Professor of Mathematics Carol Schumacher is famous among her students for her generous office hours. Her devotion to Kenyon’s math department has led her to serve three times as its chair. She has even been known to crochet models of hyperbolic plane surfaces to give her students physical aids for her lessons.
Just don’t count on her for her drawing skills.
Schumacher’s sketching ability was put to the test this semester during her “Calculus III” class, a multivariable course that involves three-dimensional visualization. She practiced drawing the three-dimensional models before demonstrating them in class, warning her students about her artistic challenges.
“I told them, I want you to know this is really hard for me. It’s not my comfort zone. I spent all yesterday afternoon practicing drawing these pictures so you could do it. They were looking at me like, ‘What the hell is she talking about?’” Schumacher remembered. “Later on I was doing another example, and I drew this picture, and they literally laughed out loud.”
“I think it’s good for us to model that not everything is easy for everybody,” she added. “We have different things that challenge us, and we have to be willing to throw ourselves out there and do things that are not in our comfort zone.”
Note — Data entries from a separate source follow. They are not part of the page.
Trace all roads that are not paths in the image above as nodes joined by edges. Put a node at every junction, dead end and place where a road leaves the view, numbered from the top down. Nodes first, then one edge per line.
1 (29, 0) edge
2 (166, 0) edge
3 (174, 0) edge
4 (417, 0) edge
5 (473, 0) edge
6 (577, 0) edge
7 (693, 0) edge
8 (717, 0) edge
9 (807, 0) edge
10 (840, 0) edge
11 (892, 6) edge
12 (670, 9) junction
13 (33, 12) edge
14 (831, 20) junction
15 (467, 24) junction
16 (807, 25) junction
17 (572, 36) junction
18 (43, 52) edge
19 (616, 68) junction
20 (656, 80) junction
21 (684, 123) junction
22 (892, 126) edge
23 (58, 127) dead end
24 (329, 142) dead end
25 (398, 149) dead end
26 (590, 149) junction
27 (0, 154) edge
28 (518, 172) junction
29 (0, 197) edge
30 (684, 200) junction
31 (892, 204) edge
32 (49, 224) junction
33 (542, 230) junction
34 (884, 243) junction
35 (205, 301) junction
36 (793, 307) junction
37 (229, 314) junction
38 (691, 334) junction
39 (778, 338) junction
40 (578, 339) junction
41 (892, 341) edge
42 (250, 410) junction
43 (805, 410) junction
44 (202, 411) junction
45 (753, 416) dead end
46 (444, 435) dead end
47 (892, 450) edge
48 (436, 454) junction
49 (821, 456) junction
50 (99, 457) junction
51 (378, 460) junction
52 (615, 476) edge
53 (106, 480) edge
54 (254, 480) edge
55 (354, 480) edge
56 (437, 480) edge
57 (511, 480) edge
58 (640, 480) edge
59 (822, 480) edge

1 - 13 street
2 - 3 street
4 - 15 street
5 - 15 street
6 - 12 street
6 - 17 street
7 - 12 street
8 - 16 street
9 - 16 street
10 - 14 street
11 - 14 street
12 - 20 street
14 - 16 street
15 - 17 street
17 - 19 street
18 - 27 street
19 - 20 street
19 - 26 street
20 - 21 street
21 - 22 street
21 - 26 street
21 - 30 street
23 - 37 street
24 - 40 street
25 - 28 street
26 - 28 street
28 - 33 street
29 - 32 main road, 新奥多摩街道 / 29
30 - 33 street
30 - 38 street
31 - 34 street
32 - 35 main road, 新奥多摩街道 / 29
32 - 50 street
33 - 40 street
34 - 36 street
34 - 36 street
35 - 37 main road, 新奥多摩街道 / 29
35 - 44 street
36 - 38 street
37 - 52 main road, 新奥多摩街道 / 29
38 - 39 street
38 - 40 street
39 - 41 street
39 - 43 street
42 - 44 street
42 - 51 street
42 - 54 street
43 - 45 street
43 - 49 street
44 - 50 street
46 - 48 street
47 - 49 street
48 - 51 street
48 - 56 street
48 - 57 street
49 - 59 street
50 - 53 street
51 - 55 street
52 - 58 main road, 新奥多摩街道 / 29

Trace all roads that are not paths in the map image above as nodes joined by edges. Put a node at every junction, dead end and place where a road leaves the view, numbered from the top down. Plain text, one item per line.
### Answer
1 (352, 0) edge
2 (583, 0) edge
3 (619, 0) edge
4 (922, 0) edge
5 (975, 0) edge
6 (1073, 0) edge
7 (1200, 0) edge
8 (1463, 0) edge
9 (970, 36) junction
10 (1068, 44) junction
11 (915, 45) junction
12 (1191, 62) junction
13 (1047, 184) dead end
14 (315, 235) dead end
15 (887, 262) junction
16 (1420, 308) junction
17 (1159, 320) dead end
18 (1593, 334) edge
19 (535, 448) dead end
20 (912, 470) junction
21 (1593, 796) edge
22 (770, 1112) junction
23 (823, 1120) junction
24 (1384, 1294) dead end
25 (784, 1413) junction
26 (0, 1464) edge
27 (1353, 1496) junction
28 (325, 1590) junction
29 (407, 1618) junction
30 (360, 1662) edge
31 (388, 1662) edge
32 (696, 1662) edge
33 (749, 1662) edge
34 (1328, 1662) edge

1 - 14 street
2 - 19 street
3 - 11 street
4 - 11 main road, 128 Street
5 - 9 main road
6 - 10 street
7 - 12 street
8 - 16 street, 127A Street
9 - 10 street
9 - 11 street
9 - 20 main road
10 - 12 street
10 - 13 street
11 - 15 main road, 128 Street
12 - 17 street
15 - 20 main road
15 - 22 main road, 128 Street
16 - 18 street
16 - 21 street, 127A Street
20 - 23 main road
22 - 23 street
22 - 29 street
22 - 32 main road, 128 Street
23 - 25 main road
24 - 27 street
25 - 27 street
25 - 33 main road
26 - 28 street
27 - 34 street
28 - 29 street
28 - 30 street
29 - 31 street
Schumacher’s inspiring (and at times humorous) teaching has been recognized by the Mathematical Association of America (MAA) Ohio Section, which recently honored her with its Award for Distinguished College or University Teaching of Mathematics. The award is given annually to an extraordinary college or university professor who has taught mathematical sciences for at least seven years. Schumacher was presented with her award at the MAA Ohio Section’s conference, held earlier this spring at Sinclair Community College in Dayton, Ohio.
“Her meticulous work in the classroom has been beneficial for not only our students, but numerous colleagues,” said Brad Hartlaub, professor of mathematics and statistics, who was among the faculty members nominating Schumacher. “She is a fantastic mentor.”
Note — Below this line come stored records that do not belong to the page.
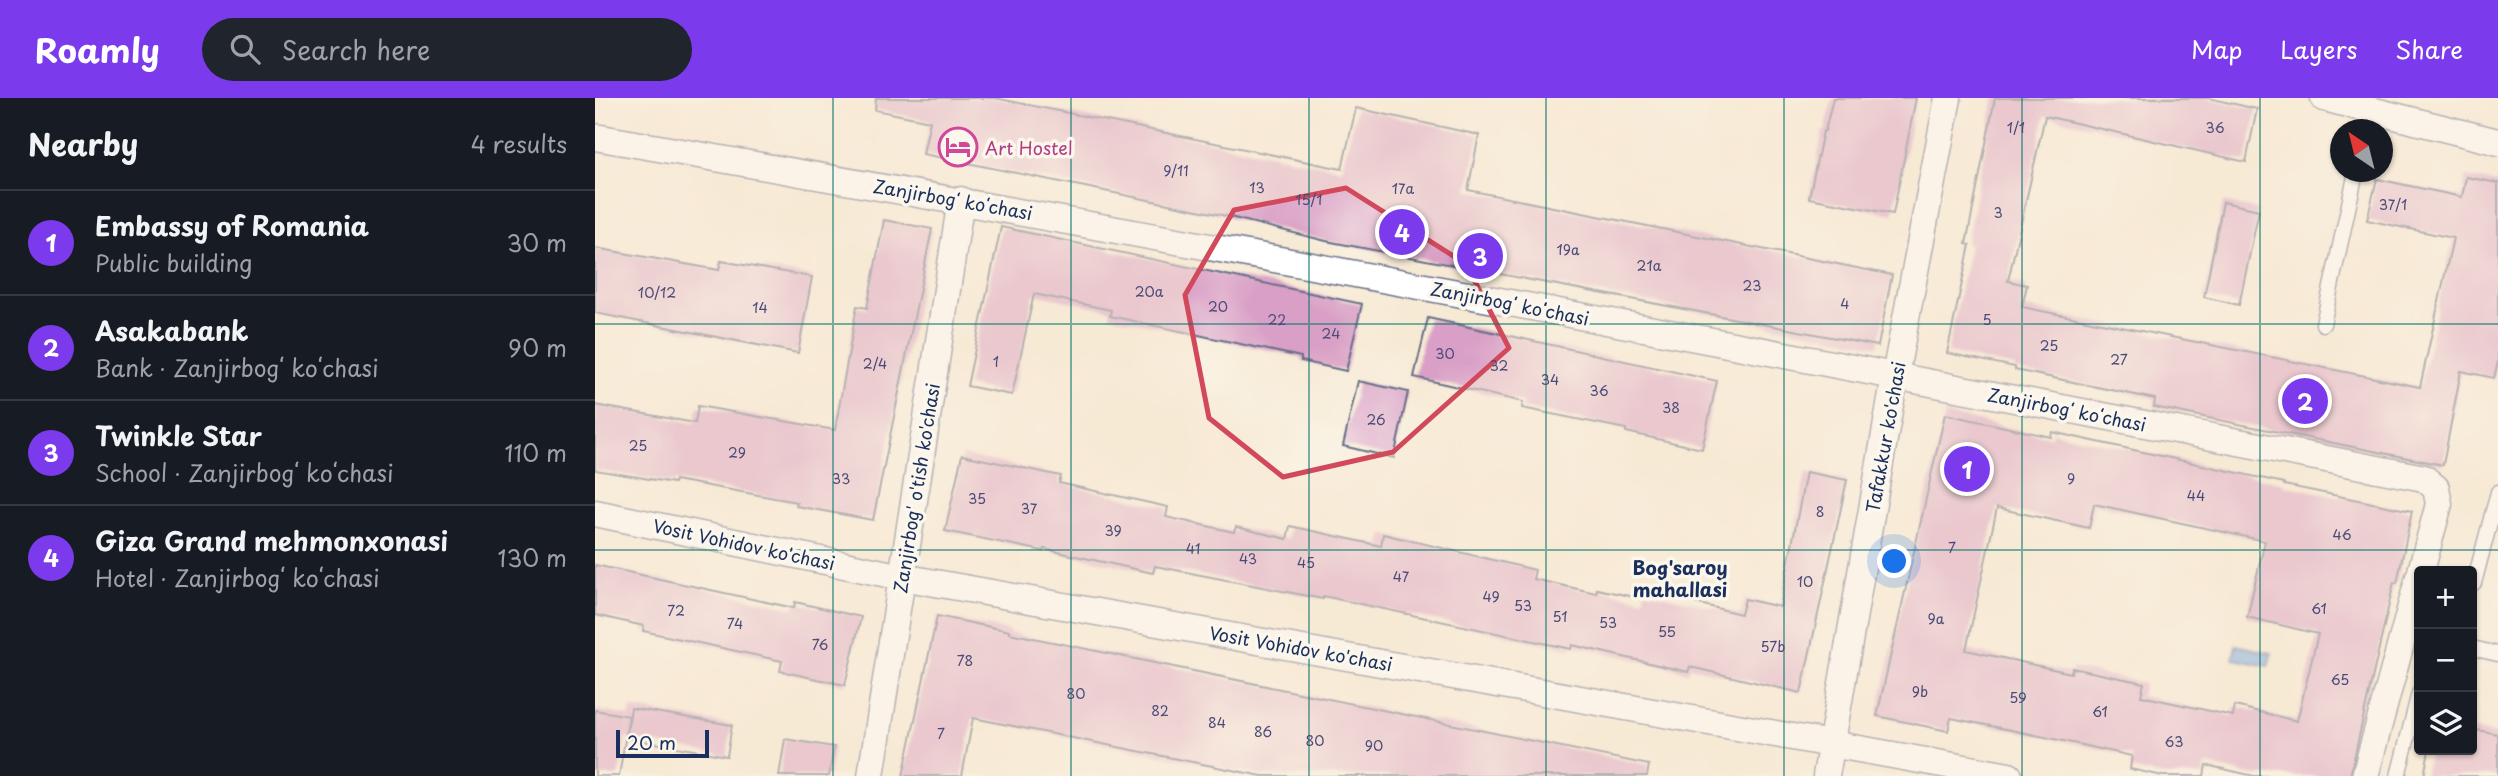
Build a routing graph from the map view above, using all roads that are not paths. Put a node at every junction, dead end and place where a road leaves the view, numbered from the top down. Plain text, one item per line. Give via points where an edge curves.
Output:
1 (1948, 98) edge
2 (2324, 98) edge
3 (2362, 111) edge
4 (595, 137) edge
5 (2498, 142) edge
6 (2354, 182) edge
7 (961, 200) junction
8 (2323, 324) dead end
9 (1895, 376) junction
10 (2498, 492) edge
11 (595, 513) edge
12 (2422, 566) edge
13 (2477, 572) edge
14 (902, 576) junction
15 (2414, 595) edge
16 (2477, 649) edge
17 (2498, 654) edge
18 (2414, 713) edge
19 (1832, 743) junction
20 (871, 776) edge
21 (1826, 776) edge
22 (2009, 776) edge
23 (2365, 776) edge
24 (2398, 776) edge

1 - 9 street, Tafakkur ko'chasi
2 - 3 street
3 - 5 street
4 - 7 street, Zanjirbogʻ koʻchasi
6 - 8 lane
7 - 9 street, Zanjirbogʻ koʻchasi
7 - 14 street, Zanjirbog' o'tish ko'chasi
9 - 12 street, Zanjirbogʻ koʻchasi via 2424,478 2436,488 2439,503
9 - 19 street, Tafakkur ko'chasi
10 - 13 lane
11 - 14 street, Vosit Vohidov ko'chasi
14 - 19 street, Vosit Vohidov ko'chasi
14 - 20 street, Zanjirbog' o'tish ko'chasi
15 - 23 street
16 - 17 lane
18 - 24 lane
19 - 21 street, Tafakkur ko'chasi
19 - 22 street, Vosit Vohidov ko'chasi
Former students praised Schumacher in letters supporting her nomination for the award, applauding her one-on-one teaching style and her remarkable availability outside the classroom.
“She makes herself highly available to students outside of class, always happy to walk them through the finer points of a concept or argument,” a former student wrote. “As long as a student shows a desire to understand and a willingness to work, Professor Schumacher will take as much time as needed to help. I definitely spent a solid amount of time sketching out proofs on the whiteboard in her office.”
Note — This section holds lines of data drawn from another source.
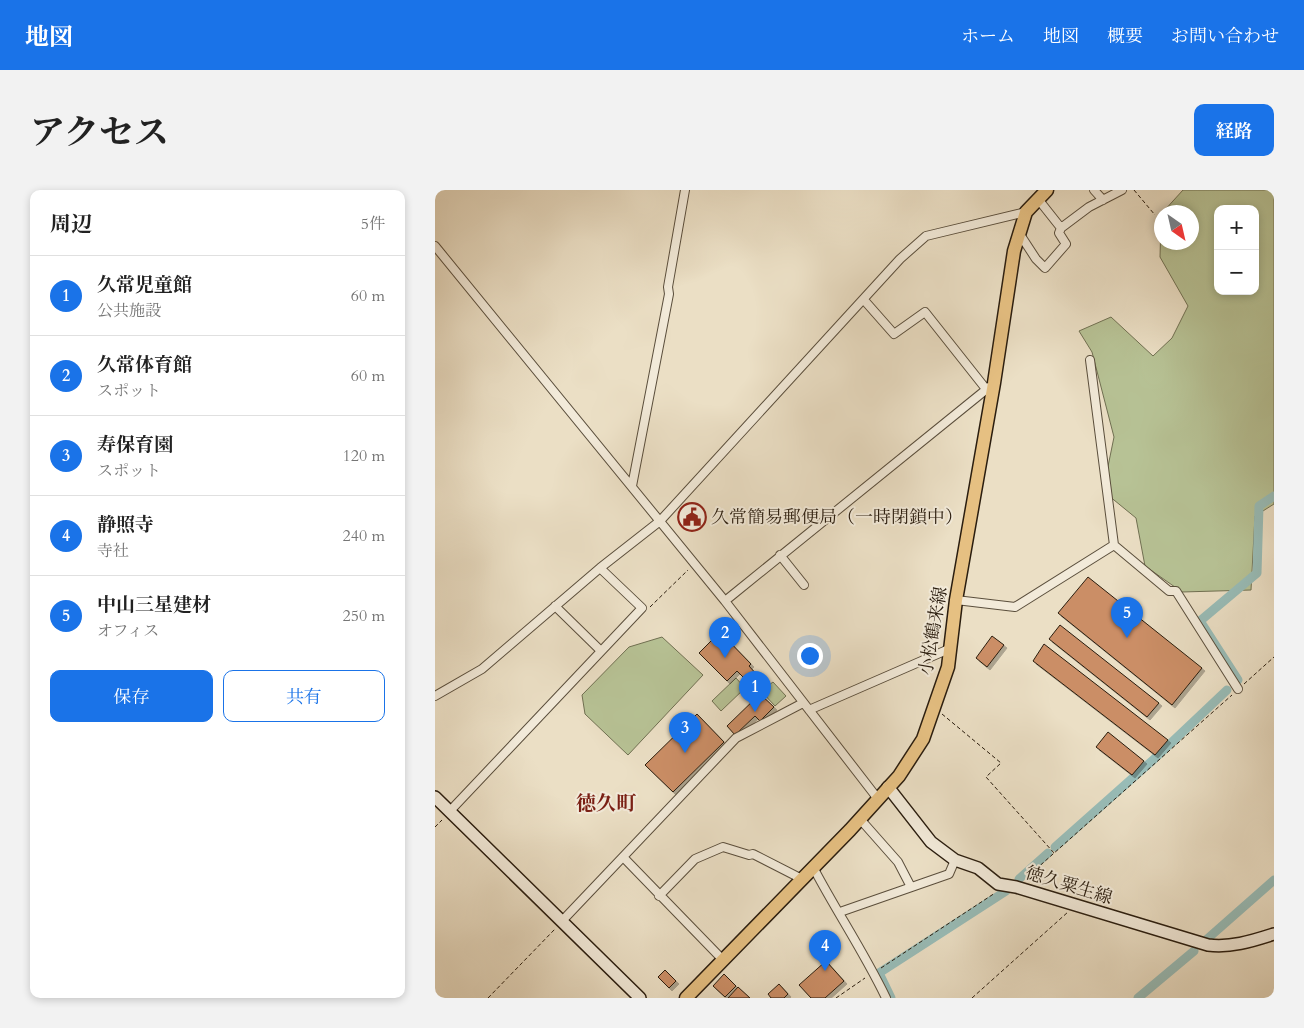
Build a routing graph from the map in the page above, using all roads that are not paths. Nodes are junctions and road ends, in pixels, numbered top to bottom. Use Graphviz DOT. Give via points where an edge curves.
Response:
graph roads {
  1 [pos="685,190"];
  2 [pos="1095,190"];
  3 [pos="1122,190"];
  4 [pos="1043,195"];
  5 [pos="1103,200"];
  6 [pos="1026,212"];
  7 [pos="1061,228"];
  8 [pos="1018,232"];
  9 [pos="435,246"];
  10 [pos="864,300"];
  11 [pos="1091,360"];
  12 [pos="990,386"];
  13 [pos="632,486"];
  14 [pos="660,521"];
  15 [pos="1114,545"];
  16 [pos="781,556"];
  17 [pos="600,568"];
  18 [pos="804,585"];
  19 [pos="956,600"];
  20 [pos="725,601"];
  21 [pos="555,606"];
  22 [pos="949,650"];
  23 [pos="601,651"];
  24 [pos="1238,689"];
  25 [pos="435,696"];
  26 [pos="803,703"];
  27 [pos="809,710"];
  28 [pos="888,788"];
  29 [pos="435,797"];
  30 [pos="878,799"];
  31 [pos="449,812"];
  32 [pos="860,819"];
  33 [pos="624,858"];
  34 [pos="955,860"];
  35 [pos="813,867"];
  36 [pos="801,879"];
  37 [pos="911,887"];
  38 [pos="659,896"];
  39 [pos="840,912"];
  40 [pos="562,921"];
  41 [pos="1274,934"];
  42 [pos="723,960"];
  43 [pos="640,998"];
  44 [pos="686,998"];
  45 [pos="885,998"];
  1 -- 13 [label="street" via="669,294"];
  2 -- 5 [label="street"];
  3 -- 5 [label="street"];
  4 -- 6 [label="main road, 小松鶴来線"];
  4 -- 7 [label="street"];
  5 -- 7 [label="street"];
  6 -- 8 [label="main road, 小松鶴来線"];
  6 -- 10 [label="street" via="926,236 900,259"];
  7 -- 8 [label="street" via="1059,233 1066,244 1045,268"];
  8 -- 12 [label="main road, 小松鶴来線"];
  9 -- 13 [label="street"];
  10 -- 12 [label="street" via="894,334 925,312"];
  10 -- 14 [label="street"];
  11 -- 15 [label="street"];
  12 -- 16 [label="street"];
  12 -- 19 [label="main road, 小松鶴来線"];
  13 -- 14 [label="street"];
  14 -- 17 [label="street"];
  14 -- 20 [label="street"];
  15 -- 19 [label="street" via="1015,607"];
  15 -- 24 [label="street" via="1169,591 1176,591"];
  16 -- 18 [label="street"];
  16 -- 20 [label="street"];
  17 -- 21 [label="street"];
  17 -- 23 [label="street" via="642,608"];
  19 -- 22 [label="main road, 小松鶴来線"];
  20 -- 26 [label="street"];
  21 -- 23 [label="street"];
  21 -- 25 [label="street" via="482,669"];
  22 -- 27 [label="street"];
  22 -- 28 [label="main road, 小松鶴来線" via="948,667 923,739"];
  23 -- 31 [label="street"];
  26 -- 27 [label="street"];
  26 -- 33 [label="street" via="736,738"];
  27 -- 30 [label="street"];
  28 -- 30 [label="main road, 小松鶴来線"];
  28 -- 34 [label="main road, 徳久粟生線" via="931,842"];
  29 -- 31 [label="main road"];
  30 -- 32 [label="main road, 小松鶴来線"];
  31 -- 40 [label="main road"];
  32 -- 35 [label="main road, 小松鶴来線"];
  32 -- 37 [label="street" via="898,862"];
  33 -- 38 [label="street"];
  33 -- 40 [label="street"];
  34 -- 37 [label="street" via="949,874"];
  34 -- 41 [label="main road, 徳久粟生線" via="978,868 998,884 1208,945 1247,943"];
  35 -- 36 [label="main road, 小松鶴来線"];
  35 -- 39 [label="street" via="829,900"];
  36 -- 38 [label="street" via="753,854 723,847 695,859"];
  36 -- 42 [label="main road, 小松鶴来線"];
  37 -- 39 [label="street"];
  38 -- 42 [label="street"];
  39 -- 45 [label="street"];
  40 -- 43 [label="main road"];
  42 -- 44 [label="main road, 小松鶴来線"];
}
Schumacher has taught at Kenyon since 1988 and is finishing a two-year term as faculty chair. She received Kenyon’s Trustee Teaching Excellence Award in 2005. Schumacher recently was elected to a two-year term as vice president of the MAA, starting in February 2018.
Her work to boost mathematical education extends beyond Kenyon’s classrooms; she has influenced math instructors across the country through her work with the MAA’s Project NExT (New Experiences in Teaching), a professional development program for mathematicians embarking on academic careers. Schumacher also is the author of two textbooks: “Closer and Closer: Introducing Real Analysis,” and “Chapter Zero: Fundamental Notions of Abstract Mathematics.”